2 - Figures of Life
Published online by Cambridge University Press: 05 September 2013
Summary
The artist is a seer, a becomer.
(WIP: 171)War nods off to sleep, but keeps one eye always open.
(NB)Consciousness is only a dream with one's eyes open.
(SPP: 20)First sight of the camp: it is another planet.

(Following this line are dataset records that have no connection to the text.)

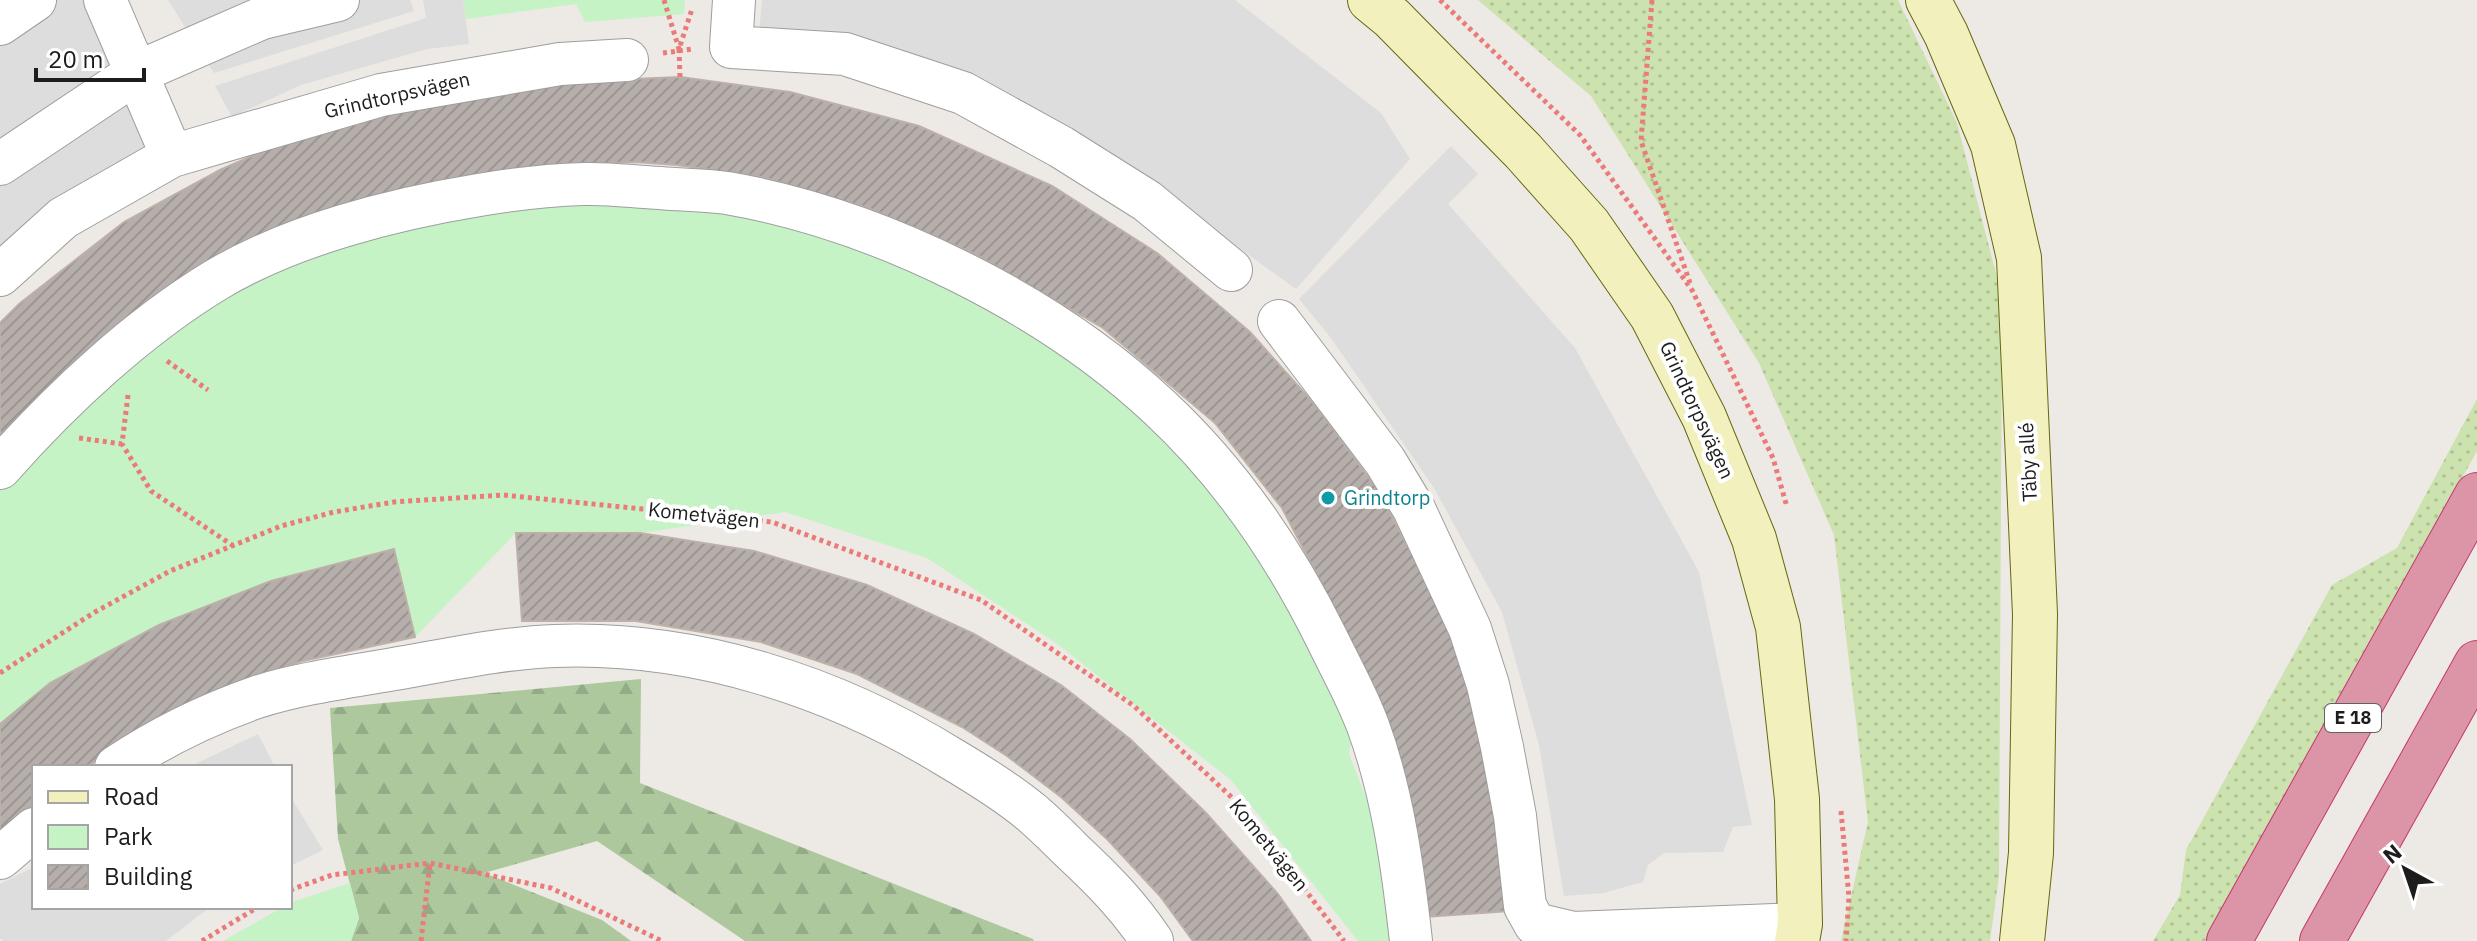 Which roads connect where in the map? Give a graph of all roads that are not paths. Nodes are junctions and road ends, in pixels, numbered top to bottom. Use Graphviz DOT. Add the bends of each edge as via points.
graph roads {
  1 [pos="35,0"];
  2 [pos="105,0"];
  3 [pos="338,0"];
  4 [pos="734,0"];
  5 [pos="1370,0"];
  6 [pos="1928,0"];
  7 [pos="0,24"];
  8 [pos="627,60"];
  9 [pos="136,73"];
  10 [pos="172,156"];
  11 [pos="0,164"];
  12 [pos="1231,270"];
  13 [pos="0,275"];
  14 [pos="1279,321"];
  15 [pos="0,468"];
  16 [pos="2477,495"];
  17 [pos="2477,663"];
  18 [pos="119,765"];
  19 [pos="32,831"];
  20 [pos="0,858"];
  21 [pos="1799,932"];
  22 [pos="1152,941"];
  23 [pos="1411,941"];
  24 [pos="2022,941"];
  25 [pos="2229,941"];
  26 [pos="2322,941"];
  1 -- 7 [label="street"];
  2 -- 9 [label="street"];
  3 -- 9 [label="street" via="262,18"];
  4 -- 12 [label="street" via="731,47 845,54 963,93 1147,201"];
  5 -- 21 [label="street, Grindtorpsvägen" via="1487,114 1589,225 1652,316 1704,417 1754,539 1778,627 1797,799"];
  6 -- 24 [label="street, Täby allé" via="1993,145 2019,258 2035,614 2031,853"];
  8 -- 10 [label="street, Grindtorpsvägen" via="560,64 381,95"];
  9 -- 10 [label="street"];
  9 -- 11 [label="street"];
  10 -- 13 [label="street, Grindtorpsvägen" via="63,218"];
  14 -- 21 [label="street, Grindtorpsvägen" via="1385,461 1414,509 1464,617 1488,685 1515,816 1525,906 1535,924 1573,933"];
  15 -- 23 [label="street" via="32,432 167,314 218,279 313,236 430,203 587,183 725,193 843,222 979,281 1117,370 1161,409 1250,511 1311,606 1368,725 1396,830"];
  16 -- 25 [label="highway, E 18"];
  17 -- 26 [label="highway"];
  18 -- 22 [label="street" via="194,723 258,697 322,682 556,646 703,659 776,676 883,719 977,774 1031,812 1070,849 1130,909"];
  19 -- 20 [label="street"];
}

(NB)‘NACHT, “nuit”, disaient-ils, c'est l'oubli. NEBEL, “brouillard”, c'est la fumée dans laquelle vous vous volatiserez tous – ihr werdet krepieren, “vous crèverez tous!”’ (Raskin 1987: 16). Against ‘night’ and ‘fog’, against the threat of forgetting humanity's capacity for mass extermination and dehumanisation, Resnais' 1955 Nuit et Brouillard forges. In search of life through the imperceptible, impossible sight of ‘another planet’ bent on shame and annihilation, Nuit et Brouillard confronts actual and virtual remains of the Holocaust as the film's audio-visual assemblages of relentless, painstaking movements, plaintive score and dispassionate voiceover profoundly violate our sight and means for sensory release from the affective violence, the ‘endless, uninterrupted fear …’ (NB). If, as Deleuze contends, ‘Resnais succeeds in showing, by means of things and victims, not only the functioning of the camp but also the mental functions, which are cold, diabolical, almost impossible to understand which preside over its organization’ (C2: 121), Nuit et Brouillard also undercuts these efficient murderous operations through piercing revelations of horrors that at once resist and disavow their very exposure: ‘no description, no image can reveal their true dimension’ (NB).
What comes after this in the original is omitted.